* Activity: The answer should be a single number: how many lines of the entries below hold the word "Street".

*** Opening Material provided ***

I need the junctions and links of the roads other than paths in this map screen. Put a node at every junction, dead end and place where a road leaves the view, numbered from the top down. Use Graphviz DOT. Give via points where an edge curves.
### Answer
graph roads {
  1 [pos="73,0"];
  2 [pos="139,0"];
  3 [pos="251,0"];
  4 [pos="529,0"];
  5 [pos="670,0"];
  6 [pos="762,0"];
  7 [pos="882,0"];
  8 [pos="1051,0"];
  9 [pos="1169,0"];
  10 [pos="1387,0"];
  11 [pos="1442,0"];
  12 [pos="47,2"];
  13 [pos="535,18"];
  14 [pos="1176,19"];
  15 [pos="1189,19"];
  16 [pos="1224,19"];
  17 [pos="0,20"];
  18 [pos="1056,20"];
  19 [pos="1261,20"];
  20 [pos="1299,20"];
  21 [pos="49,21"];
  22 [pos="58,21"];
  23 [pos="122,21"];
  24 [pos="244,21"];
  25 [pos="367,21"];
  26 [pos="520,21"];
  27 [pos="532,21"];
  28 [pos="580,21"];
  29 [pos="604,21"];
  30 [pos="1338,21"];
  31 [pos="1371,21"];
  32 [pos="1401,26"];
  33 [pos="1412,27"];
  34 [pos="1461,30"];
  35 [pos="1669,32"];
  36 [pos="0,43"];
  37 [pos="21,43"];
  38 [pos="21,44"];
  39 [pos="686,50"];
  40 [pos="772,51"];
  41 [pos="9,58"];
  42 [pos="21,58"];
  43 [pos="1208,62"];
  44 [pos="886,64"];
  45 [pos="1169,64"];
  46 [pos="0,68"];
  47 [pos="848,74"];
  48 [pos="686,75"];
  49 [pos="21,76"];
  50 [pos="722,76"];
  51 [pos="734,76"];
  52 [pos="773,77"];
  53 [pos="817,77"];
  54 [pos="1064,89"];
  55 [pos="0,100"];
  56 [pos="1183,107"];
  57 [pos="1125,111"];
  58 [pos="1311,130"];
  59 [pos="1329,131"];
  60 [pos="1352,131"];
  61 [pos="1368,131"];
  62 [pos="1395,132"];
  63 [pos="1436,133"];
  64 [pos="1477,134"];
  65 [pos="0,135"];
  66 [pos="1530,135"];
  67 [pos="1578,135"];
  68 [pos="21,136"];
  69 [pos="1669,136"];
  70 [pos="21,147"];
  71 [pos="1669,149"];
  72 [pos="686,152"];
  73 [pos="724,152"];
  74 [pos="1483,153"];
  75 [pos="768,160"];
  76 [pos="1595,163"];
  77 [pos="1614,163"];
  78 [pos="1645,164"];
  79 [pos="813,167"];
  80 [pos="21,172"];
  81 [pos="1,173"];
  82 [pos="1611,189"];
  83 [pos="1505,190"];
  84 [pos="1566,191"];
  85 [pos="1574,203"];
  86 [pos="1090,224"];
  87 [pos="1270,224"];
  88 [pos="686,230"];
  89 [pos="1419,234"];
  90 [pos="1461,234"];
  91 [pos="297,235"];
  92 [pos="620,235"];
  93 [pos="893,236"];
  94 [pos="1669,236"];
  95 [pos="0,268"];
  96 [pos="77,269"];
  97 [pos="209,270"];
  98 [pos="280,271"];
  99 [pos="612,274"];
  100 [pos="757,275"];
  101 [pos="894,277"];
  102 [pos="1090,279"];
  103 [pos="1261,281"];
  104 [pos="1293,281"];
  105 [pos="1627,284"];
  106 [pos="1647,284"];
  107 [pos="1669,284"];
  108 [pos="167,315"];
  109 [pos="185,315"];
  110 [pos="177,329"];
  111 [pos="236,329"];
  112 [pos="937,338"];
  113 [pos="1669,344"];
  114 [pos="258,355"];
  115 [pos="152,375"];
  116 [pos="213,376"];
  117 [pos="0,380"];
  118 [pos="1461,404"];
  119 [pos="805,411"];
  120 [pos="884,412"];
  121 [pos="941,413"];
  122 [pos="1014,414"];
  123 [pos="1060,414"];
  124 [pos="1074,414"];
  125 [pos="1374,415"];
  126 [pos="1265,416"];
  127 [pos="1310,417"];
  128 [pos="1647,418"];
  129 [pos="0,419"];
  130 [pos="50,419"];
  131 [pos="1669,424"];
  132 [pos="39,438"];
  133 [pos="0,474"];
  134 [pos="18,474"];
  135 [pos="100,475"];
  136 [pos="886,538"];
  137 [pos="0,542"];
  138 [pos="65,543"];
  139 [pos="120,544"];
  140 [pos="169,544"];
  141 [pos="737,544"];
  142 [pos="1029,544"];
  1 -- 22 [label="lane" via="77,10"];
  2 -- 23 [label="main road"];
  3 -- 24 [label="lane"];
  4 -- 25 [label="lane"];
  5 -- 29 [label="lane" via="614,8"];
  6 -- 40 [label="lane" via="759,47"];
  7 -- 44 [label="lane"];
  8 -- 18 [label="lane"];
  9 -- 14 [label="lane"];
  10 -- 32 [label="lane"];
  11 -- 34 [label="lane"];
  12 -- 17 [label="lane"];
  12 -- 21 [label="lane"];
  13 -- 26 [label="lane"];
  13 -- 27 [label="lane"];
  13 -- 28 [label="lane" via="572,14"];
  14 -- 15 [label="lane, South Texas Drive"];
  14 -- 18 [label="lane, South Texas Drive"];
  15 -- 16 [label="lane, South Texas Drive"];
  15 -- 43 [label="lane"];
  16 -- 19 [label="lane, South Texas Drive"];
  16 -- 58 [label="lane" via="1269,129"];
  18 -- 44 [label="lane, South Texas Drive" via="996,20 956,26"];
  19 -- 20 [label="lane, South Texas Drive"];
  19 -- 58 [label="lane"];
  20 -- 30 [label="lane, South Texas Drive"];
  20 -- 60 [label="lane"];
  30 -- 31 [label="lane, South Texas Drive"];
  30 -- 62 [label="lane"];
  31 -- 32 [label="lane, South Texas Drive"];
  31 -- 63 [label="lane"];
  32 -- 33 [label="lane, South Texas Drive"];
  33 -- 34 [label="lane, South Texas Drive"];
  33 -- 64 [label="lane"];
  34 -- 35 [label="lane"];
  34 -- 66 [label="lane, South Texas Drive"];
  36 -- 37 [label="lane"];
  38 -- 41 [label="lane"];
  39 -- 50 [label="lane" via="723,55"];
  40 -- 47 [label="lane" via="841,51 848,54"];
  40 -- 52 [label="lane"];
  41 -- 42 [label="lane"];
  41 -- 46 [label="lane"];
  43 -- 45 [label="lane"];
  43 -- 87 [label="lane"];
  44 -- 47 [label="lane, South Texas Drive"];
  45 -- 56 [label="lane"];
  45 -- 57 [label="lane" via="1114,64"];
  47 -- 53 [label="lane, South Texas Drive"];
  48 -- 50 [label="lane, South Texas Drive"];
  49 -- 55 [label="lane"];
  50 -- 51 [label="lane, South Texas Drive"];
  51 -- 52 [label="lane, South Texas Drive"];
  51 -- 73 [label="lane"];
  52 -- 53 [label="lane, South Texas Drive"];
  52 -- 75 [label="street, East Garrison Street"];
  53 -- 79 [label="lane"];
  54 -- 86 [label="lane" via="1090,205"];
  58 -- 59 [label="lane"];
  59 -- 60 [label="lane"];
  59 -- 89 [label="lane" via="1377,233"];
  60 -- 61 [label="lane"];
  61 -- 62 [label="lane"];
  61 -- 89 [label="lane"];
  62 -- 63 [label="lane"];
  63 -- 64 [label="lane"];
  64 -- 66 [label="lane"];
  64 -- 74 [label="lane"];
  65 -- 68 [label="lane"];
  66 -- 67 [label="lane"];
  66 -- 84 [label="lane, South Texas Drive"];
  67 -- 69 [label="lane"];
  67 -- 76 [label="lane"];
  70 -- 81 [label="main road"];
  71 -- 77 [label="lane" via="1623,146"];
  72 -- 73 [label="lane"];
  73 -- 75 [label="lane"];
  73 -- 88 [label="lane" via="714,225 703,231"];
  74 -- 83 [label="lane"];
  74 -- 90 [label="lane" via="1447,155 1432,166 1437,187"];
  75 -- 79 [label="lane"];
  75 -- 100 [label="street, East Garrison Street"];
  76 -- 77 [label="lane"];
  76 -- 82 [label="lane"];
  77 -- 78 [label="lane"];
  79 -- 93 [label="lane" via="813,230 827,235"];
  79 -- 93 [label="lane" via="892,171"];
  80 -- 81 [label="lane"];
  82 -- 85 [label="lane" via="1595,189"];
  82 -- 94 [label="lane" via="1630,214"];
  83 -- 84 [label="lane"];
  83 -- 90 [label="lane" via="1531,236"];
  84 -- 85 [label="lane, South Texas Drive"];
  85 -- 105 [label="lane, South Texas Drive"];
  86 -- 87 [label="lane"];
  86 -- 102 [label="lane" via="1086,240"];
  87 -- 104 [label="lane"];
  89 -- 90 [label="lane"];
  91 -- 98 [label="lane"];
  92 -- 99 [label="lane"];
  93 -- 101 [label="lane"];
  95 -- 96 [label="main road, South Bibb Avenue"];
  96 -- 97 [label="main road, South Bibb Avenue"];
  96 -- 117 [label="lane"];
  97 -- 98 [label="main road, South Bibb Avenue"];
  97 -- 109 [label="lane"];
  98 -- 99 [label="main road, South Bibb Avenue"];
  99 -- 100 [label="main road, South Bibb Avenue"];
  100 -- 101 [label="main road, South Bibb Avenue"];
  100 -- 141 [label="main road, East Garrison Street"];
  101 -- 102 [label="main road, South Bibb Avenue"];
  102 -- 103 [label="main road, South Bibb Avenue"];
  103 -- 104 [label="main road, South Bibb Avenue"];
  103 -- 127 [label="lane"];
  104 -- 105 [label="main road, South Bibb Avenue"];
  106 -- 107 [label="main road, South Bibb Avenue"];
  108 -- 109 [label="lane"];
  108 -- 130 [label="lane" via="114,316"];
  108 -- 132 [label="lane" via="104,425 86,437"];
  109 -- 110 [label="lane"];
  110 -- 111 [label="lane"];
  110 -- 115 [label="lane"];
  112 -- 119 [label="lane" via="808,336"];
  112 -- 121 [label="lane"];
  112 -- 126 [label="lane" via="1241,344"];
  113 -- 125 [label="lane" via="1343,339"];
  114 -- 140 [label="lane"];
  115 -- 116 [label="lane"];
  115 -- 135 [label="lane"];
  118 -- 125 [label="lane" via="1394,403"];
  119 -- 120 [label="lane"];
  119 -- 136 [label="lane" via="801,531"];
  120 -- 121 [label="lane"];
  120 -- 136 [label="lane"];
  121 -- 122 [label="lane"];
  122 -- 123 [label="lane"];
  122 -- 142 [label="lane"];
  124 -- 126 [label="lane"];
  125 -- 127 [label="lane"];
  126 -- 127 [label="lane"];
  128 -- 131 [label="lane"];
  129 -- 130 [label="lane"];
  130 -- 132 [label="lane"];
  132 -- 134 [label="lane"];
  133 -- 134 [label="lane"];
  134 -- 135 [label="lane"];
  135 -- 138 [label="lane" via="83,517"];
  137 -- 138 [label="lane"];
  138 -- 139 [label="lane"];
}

*** Closing Material provided ***

* Answer area: 3